If anyone can reinforce joists and footings and peel up floors, it's you, though. You probably take your talents for granted since you've had them all your life, but many of us can't do things like even when we try out hardest. (I speak from experience, having set fire to a house with a plumbing torch, and having put up walls that weren't square and drywall that was bumpy... My family begged me to stop helping. The fact that our toilet fell through our floor before I even noticed that there was a problem, says something...)
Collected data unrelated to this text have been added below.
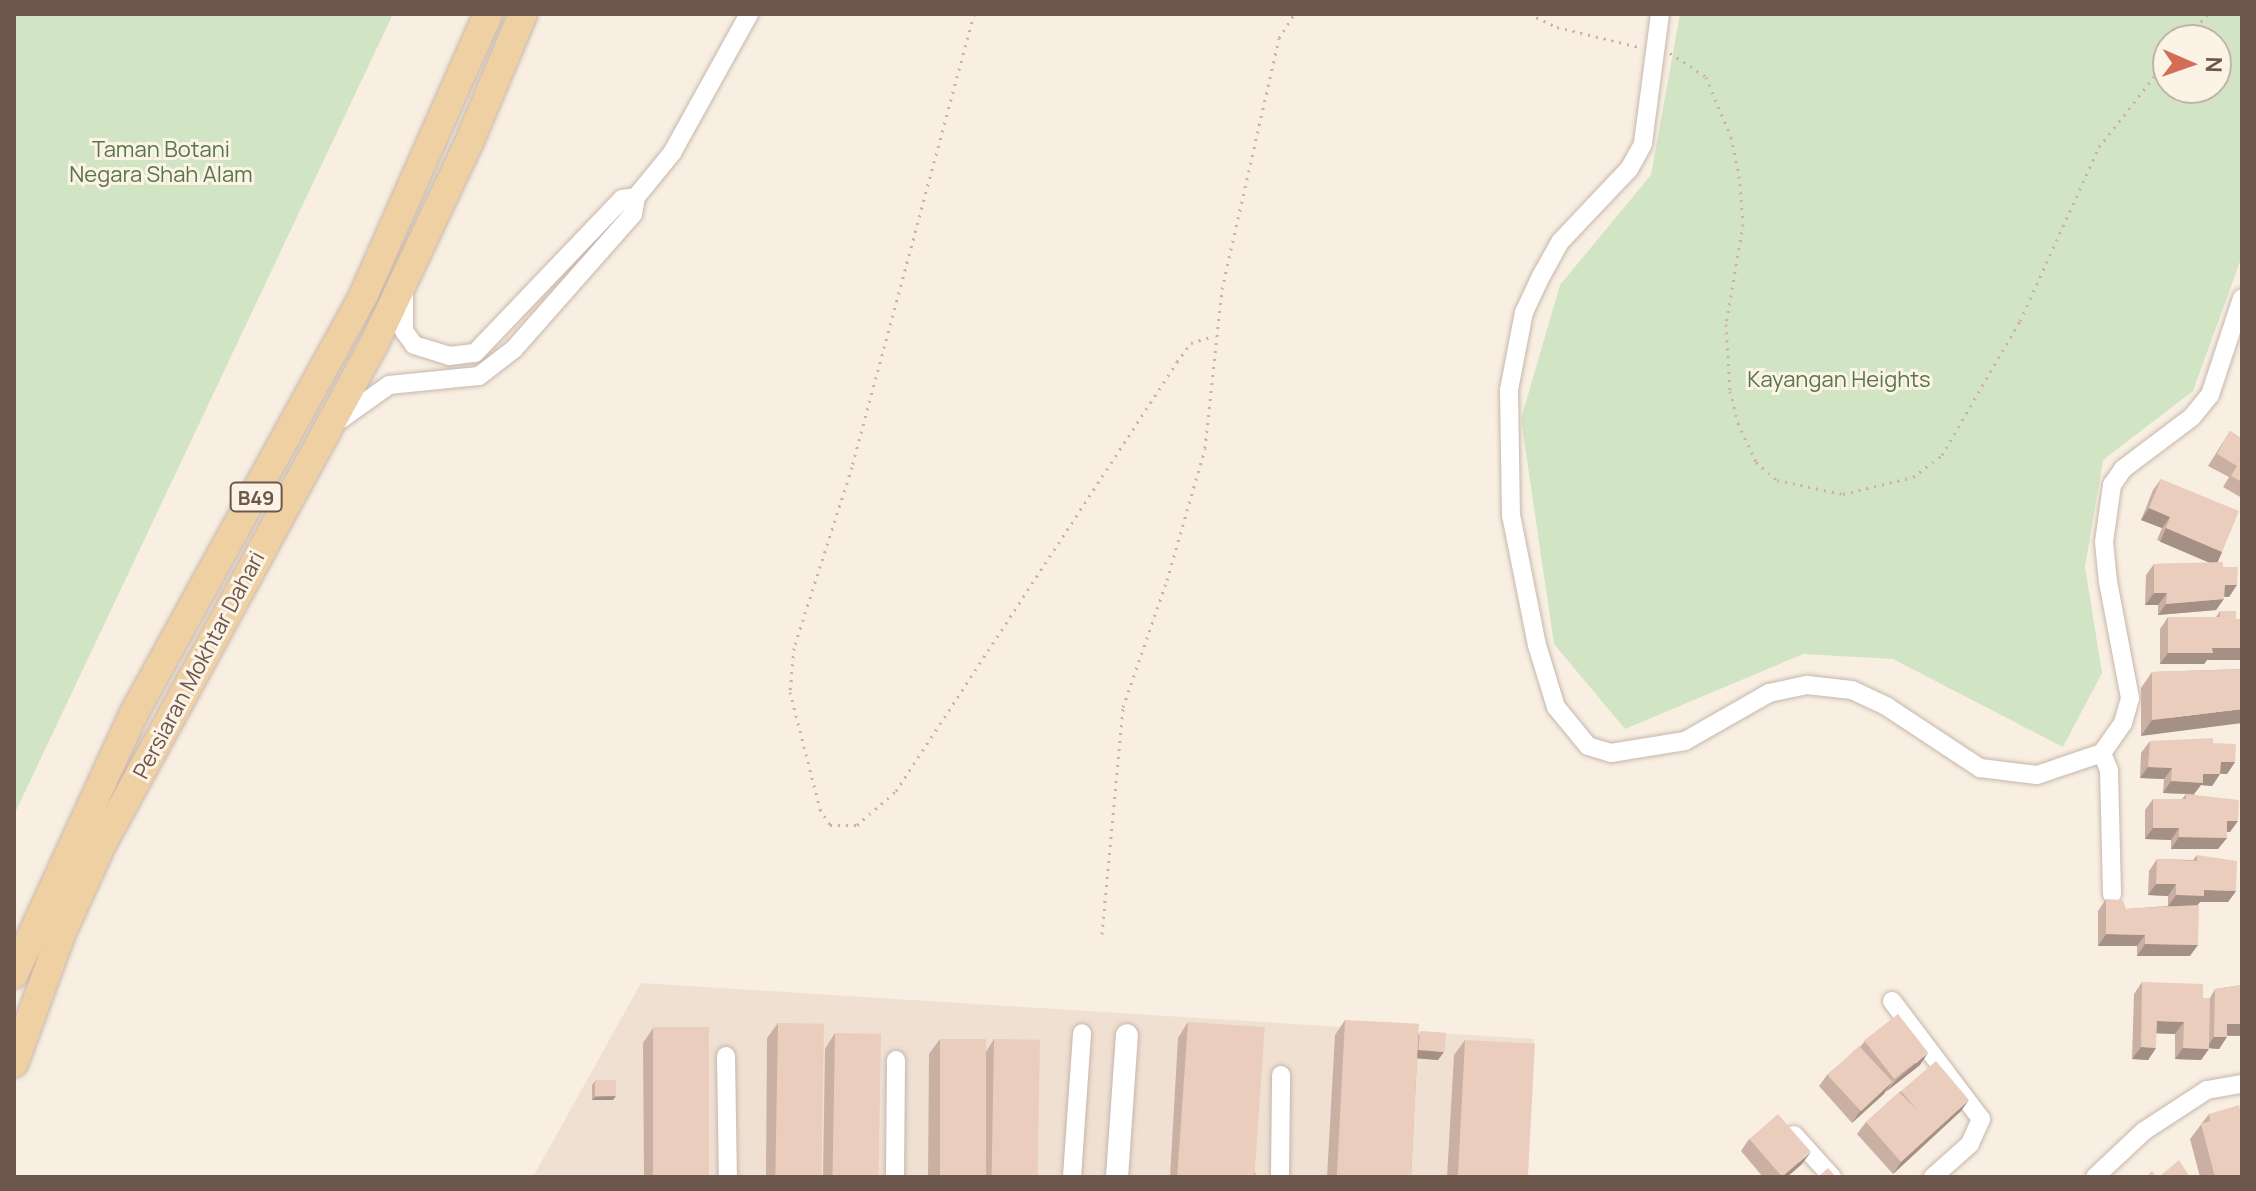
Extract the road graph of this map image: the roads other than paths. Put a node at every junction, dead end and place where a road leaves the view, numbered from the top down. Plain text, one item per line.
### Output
1 (488, 14) edge
2 (523, 14) edge
3 (749, 14) edge
4 (1660, 14) edge
5 (636, 197) junction
6 (406, 278) junction
7 (2242, 298) edge
8 (326, 432) junction
9 (2102, 753) junction
10 (2112, 894) dead end
11 (14, 974) edge
12 (1892, 1001) dead end
13 (1082, 1033) dead end
14 (1127, 1035) dead end
15 (726, 1056) dead end
16 (896, 1060) dead end
17 (14, 1063) edge
18 (1281, 1075) dead end
19 (2242, 1084) edge
20 (1778, 1118) edge
21 (728, 1177) edge
22 (895, 1177) edge
23 (1072, 1177) edge
24 (1117, 1177) edge
25 (1280, 1177) edge
26 (1832, 1177) edge
27 (1933, 1177) edge
28 (2095, 1177) edge

1 - 11 main road, Persiaran Mokhtar Dahari / B49
2 - 6 main road, Persiaran Mokhtar Dahari / B49
3 - 5 street
4 - 9 street
5 - 6 street
5 - 8 street
6 - 8 main road, Persiaran Mokhtar Dahari / B49
7 - 9 street
8 - 17 main road, Persiaran Mokhtar Dahari / B49
9 - 10 street
12 - 27 street
13 - 23 street
14 - 24 street
15 - 21 street
16 - 22 street
18 - 25 street
19 - 28 street
20 - 26 street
Wherever you go, your neighbours are going to be very happy and fortunate as you have one of the kindest hearts around. I'm glad that you're staying in Vancouver a little bit longer. Let me know if you'd like me to babysit a tank or two for you. I haven't killed any of Scholz's fish yet!



Aquaman said:


> Thanks guys.....Thanks for the comments ...appreciate that !!.I will miss ya all as well. I won't be totaly moved even come April. I plan on staying here as long as I can ( till my dissability runs out and leaves me with O income. ) hopefully till june..ish.! In the meantime I hope to rent a small room somewhere....save some money while I have the chance...then its up north to live with my sister for a while. In the meantime I will be going back and forth setting up tanks ( have to do some joist reinforcing and a few more footings...( peeling up the floors downstairs and add a few things..) ..Ya never know.When thats done I can go hog wild on the rest of the tanks but first I gotta get One set up for fish I hope to have here and there .
> I did write a long post last night giving all the reasons for doing this...lol... saved it instead of posting .as it was real long ....LOL BIG surprise
> You know you guys are great and I am not going to be to far away from here ...I mean some one has to stir the pot and jump the gun........keep the fishy people in line....
> 
> btw I will not be totaly fishless..I am going to take the 24 x 24 picture frame tank...Should be able to handle that


----------



## Morainy (Apr 21, 2010)

Franck, for the past 5 years I have been leading online writing workshops for teens around the province. Many families do not have access to high speed internet, even when they are students in an online school that would pay for their connections. It's just not available in some areas. Prince George is a big city, but there are many small communities and areas that don't have high speed internet. When I sat on the District Parent Advisory Council for Nechako Lakes (Vanderhoof, etc)we had to meet by conference call rather than online because some of the parents logged in from communities that only had dial-up. Even the vice principal of the online school had only dial-up from her home.

I thought that your comment was sensitive, not condescending. We who live in the Metro area often take everything for granted.



crazy72 said:


> Oops I can see that what I wrote might have looked condescending. Sorry if it did. I didn't mean it in a bad way. My inlaws have a house in Ontario, not even up North, and they don't have high speed because it's a rural area. Hence my question. I have been to PG and I fully realise that you guys have it there!


----------



## hp10BII (Apr 23, 2010)

Bill...sorry to hear you leaving. Our loss, PG's gain.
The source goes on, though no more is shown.